Data provided:
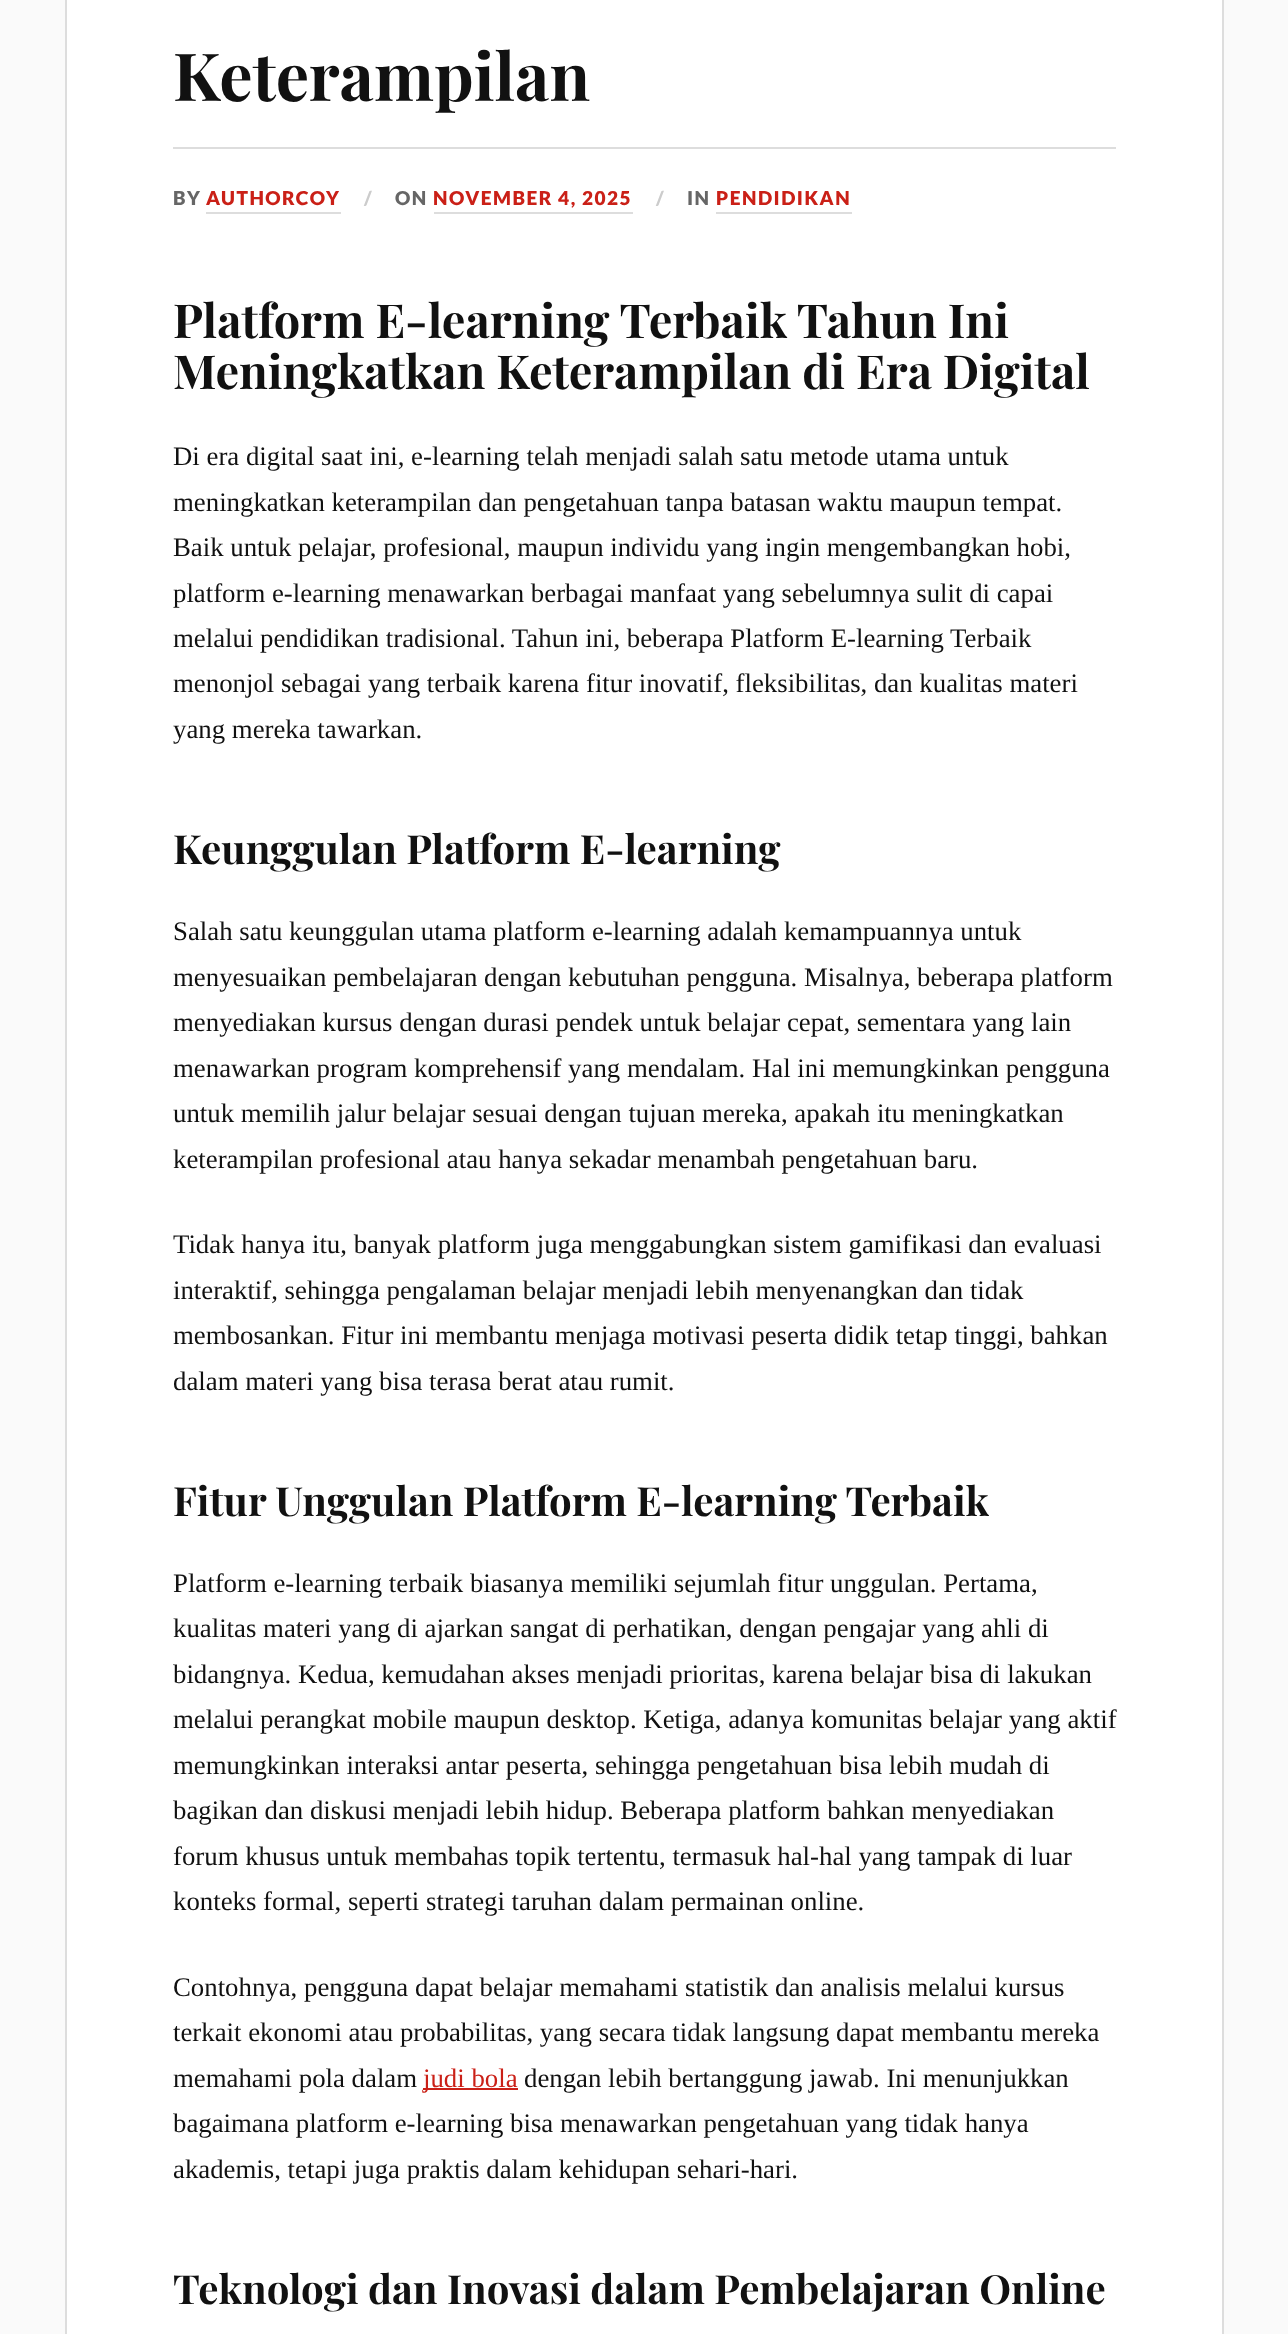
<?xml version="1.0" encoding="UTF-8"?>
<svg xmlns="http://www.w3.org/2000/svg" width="1288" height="2334">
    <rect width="100%" height="100%" fill="#FAFAFA"/>
    <rect x="66" y="-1" width="1157" height="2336" fill="#FFFFFF" stroke="#DDDDDD" stroke-width="2"/>
    <text x="173" y="101" font-family="Playfair Display" font-size="66.25" font-weight="700" fill="#111111">Keterampilan</text>
    <rect x="173" y="147" width="943" height="2" fill="#DDDDDD"/>
    <text x="173" y="205" font-family="Lato" font-size="19.1" font-weight="900" letter-spacing="1.5" fill="#666666">BY</text>
    <text x="206" y="205" font-family="Lato" font-size="19.1" font-weight="900" letter-spacing="1.5" fill="#CA2017">AUTHORCOY</text>
    <rect x="206" y="212" width="135" height="2" fill="#DDDDDD"/>
    <text x="364" y="205" font-family="Lato" font-size="19.1" font-weight="900" letter-spacing="1.5" fill="#CCCCCC">/</text>
    <text x="395" y="205" font-family="Lato" font-size="19.1" font-weight="900" letter-spacing="1.5" fill="#666666">ON</text>
    <text x="433" y="205" font-family="Lato" font-size="19.1" font-weight="900" letter-spacing="1.5" fill="#CA2017">NOVEMBER 4, 2025</text>
    <rect x="434" y="212" width="199" height="2" fill="#DDDDDD"/>
    <text x="656" y="205" font-family="Lato" font-size="19.1" font-weight="900" letter-spacing="1.5" fill="#CCCCCC">/</text>
    <text x="687" y="205" font-family="Lato" font-size="19.1" font-weight="900" letter-spacing="1.5" fill="#666666">IN</text>
    <text x="716" y="205" font-family="Lato" font-size="19.1" font-weight="900" letter-spacing="1.5" fill="#CA2017">PENDIDIKAN</text>
    <rect x="716" y="212" width="136" height="2" fill="#DDDDDD"/>
    <text font-family="Playfair Display" font-size="46.9" font-weight="700" fill="#111111">
        <tspan x="173" y="338">Platform E-learning Terbaik Tahun Ini</tspan>
        <tspan x="173" y="389">Meningkatkan Keterampilan di Era Digital</tspan>
    </text>
    <text font-family="Liberation Serif" font-size="26.8" fill="#111111">
        <tspan x="173" y="465">Di era digital saat ini, e-learning telah menjadi salah satu metode utama untuk</tspan>
        <tspan x="173" y="511">meningkatkan keterampilan dan pengetahuan tanpa batasan waktu maupun tempat.</tspan>
        <tspan x="173" y="556">Baik untuk pelajar, profesional, maupun individu yang ingin mengembangkan hobi,</tspan>
        <tspan x="173" y="602">platform e-learning menawarkan berbagai manfaat yang sebelumnya sulit di capai</tspan>
        <tspan x="173" y="647">melalui pendidikan tradisional. Tahun ini, beberapa Platform E-learning Terbaik</tspan>
        <tspan x="173" y="692">menonjol sebagai yang terbaik karena fitur inovatif, fleksibilitas, dan kualitas materi</tspan>
        <tspan x="173" y="738">yang mereka tawarkan.</tspan>
    </text>
    <text x="173" y="864" font-family="Playfair Display" font-size="40.2" font-weight="700" fill="#111111">Keunggulan Platform E-learning</text>
    <text font-family="Liberation Serif" font-size="26.8" fill="#111111">
        <tspan x="173" y="940">Salah satu keunggulan utama platform e-learning adalah kemampuannya untuk</tspan>
        <tspan x="173" y="986">menyesuaikan pembelajaran dengan kebutuhan pengguna. Misalnya, beberapa platform</tspan>
        <tspan x="173" y="1031">menyediakan kursus dengan durasi pendek untuk belajar cepat, sementara yang lain</tspan>
        <tspan x="173" y="1077">menawarkan program komprehensif yang mendalam. Hal ini memungkinkan pengguna</tspan>
        <tspan x="173" y="1122">untuk memilih jalur belajar sesuai dengan tujuan mereka, apakah itu meningkatkan</tspan>
        <tspan x="173" y="1168">keterampilan profesional atau hanya sekadar menambah pengetahuan baru.</tspan>
    </text>
    <text font-family="Liberation Serif" font-size="26.8" fill="#111111">
        <tspan x="173" y="1253">Tidak hanya itu, banyak platform juga menggabungkan sistem gamifikasi dan evaluasi</tspan>
        <tspan x="173" y="1299">interaktif, sehingga pengalaman belajar menjadi lebih menyenangkan dan tidak</tspan>
        <tspan x="173" y="1344">membosankan. Fitur ini membantu menjaga motivasi peserta didik tetap tinggi, bahkan</tspan>
        <tspan x="173" y="1390">dalam materi yang bisa terasa berat atau rumit.</tspan>
    </text>
    <text x="173" y="1516" font-family="Playfair Display" font-size="40.2" font-weight="700" fill="#111111">Fitur Unggulan Platform E-learning Terbaik</text>
    <text font-family="Liberation Serif" font-size="26.8" fill="#111111">
        <tspan x="173" y="1592">Platform e-learning terbaik biasanya memiliki sejumlah fitur unggulan. Pertama,</tspan>
        <tspan x="173" y="1637">kualitas materi yang di ajarkan sangat di perhatikan, dengan pengajar yang ahli di</tspan>
        <tspan x="173" y="1683">bidangnya. Kedua, kemudahan akses menjadi prioritas, karena belajar bisa di lakukan</tspan>
        <tspan x="173" y="1728">melalui perangkat mobile maupun desktop. Ketiga, adanya komunitas belajar yang aktif</tspan>
        <tspan x="173" y="1774">memungkinkan interaksi antar peserta, sehingga pengetahuan bisa lebih mudah di</tspan>
        <tspan x="173" y="1819">bagikan dan diskusi menjadi lebih hidup. Beberapa platform bahkan menyediakan</tspan>
        <tspan x="173" y="1865">forum khusus untuk membahas topik tertentu, termasuk hal-hal yang tampak di luar</tspan>
        <tspan x="173" y="1910">konteks formal, seperti strategi taruhan dalam permainan online.</tspan>
    </text>
    <text font-family="Liberation Serif" font-size="26.8" fill="#111111">
        <tspan x="173" y="1996">Contohnya, pengguna dapat belajar memahami statistik dan analisis melalui kursus</tspan>
        <tspan x="173" y="2041">terkait ekonomi atau probabilitas, yang secara tidak langsung dapat membantu mereka</tspan>
        <tspan x="173" y="2087">memahami pola dalam</tspan>
    </text>
    <rect x="423" y="2088" width="95" height="2" fill="#CA2017"/>
    <text x="423" y="2087" font-family="Liberation Serif" font-size="26.8" fill="#CA2017">judi bola</text>
    <text x="524" y="2087" font-family="Liberation Serif" font-size="26.8" fill="#111111">dengan lebih bertanggung jawab. Ini menunjukkan</text>
    <text font-family="Liberation Serif" font-size="26.8" fill="#111111">
        <tspan x="173" y="2132">bagaimana platform e-learning bisa menawarkan pengetahuan yang tidak hanya</tspan>
        <tspan x="173" y="2178">akademis, tetapi juga praktis dalam kehidupan sehari-hari.</tspan>
    </text>
    <text x="173" y="2304" font-family="Playfair Display" font-size="40.2" font-weight="700" fill="#111111">Teknologi dan Inovasi dalam Pembelajaran Online</text>
</svg>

Work item:
Considering only the data above, return the lines in which "yang" occurs.

Finished exercise:
        <tspan x="173" y="556">Baik untuk pelajar, profesional, maupun individu yang ingin mengembangkan hobi,</tspan>
        <tspan x="173" y="602">platform e-learning menawarkan berbagai manfaat yang sebelumnya sulit di capai</tspan>
        <tspan x="173" y="692">menonjol sebagai yang terbaik karena fitur inovatif, fleksibilitas, dan kualitas materi</tspan>
        <tspan x="173" y="738">yang mereka tawarkan.</tspan>
        <tspan x="173" y="1031">menyediakan kursus dengan durasi pendek untuk belajar cepat, sementara yang lain</tspan>
        <tspan x="173" y="1077">menawarkan program komprehensif yang mendalam. Hal ini memungkinkan pengguna</tspan>
        <tspan x="173" y="1390">dalam materi yang bisa terasa berat atau rumit.</tspan>
        <tspan x="173" y="1637">kualitas materi yang di ajarkan sangat di perhatikan, dengan pengajar yang ahli di</tspan>
        <tspan x="173" y="1728">melalui perangkat mobile maupun desktop. Ketiga, adanya komunitas belajar yang aktif</tspan>
        <tspan x="173" y="1865">forum khusus untuk membahas topik tertentu, termasuk hal-hal yang tampak di luar</tspan>
        <tspan x="173" y="2041">terkait ekonomi atau probabilitas, yang secara tidak langsung dapat membantu mereka</tspan>
        <tspan x="173" y="2132">bagaimana platform e-learning bisa menawarkan pengetahuan yang tidak hanya</tspan>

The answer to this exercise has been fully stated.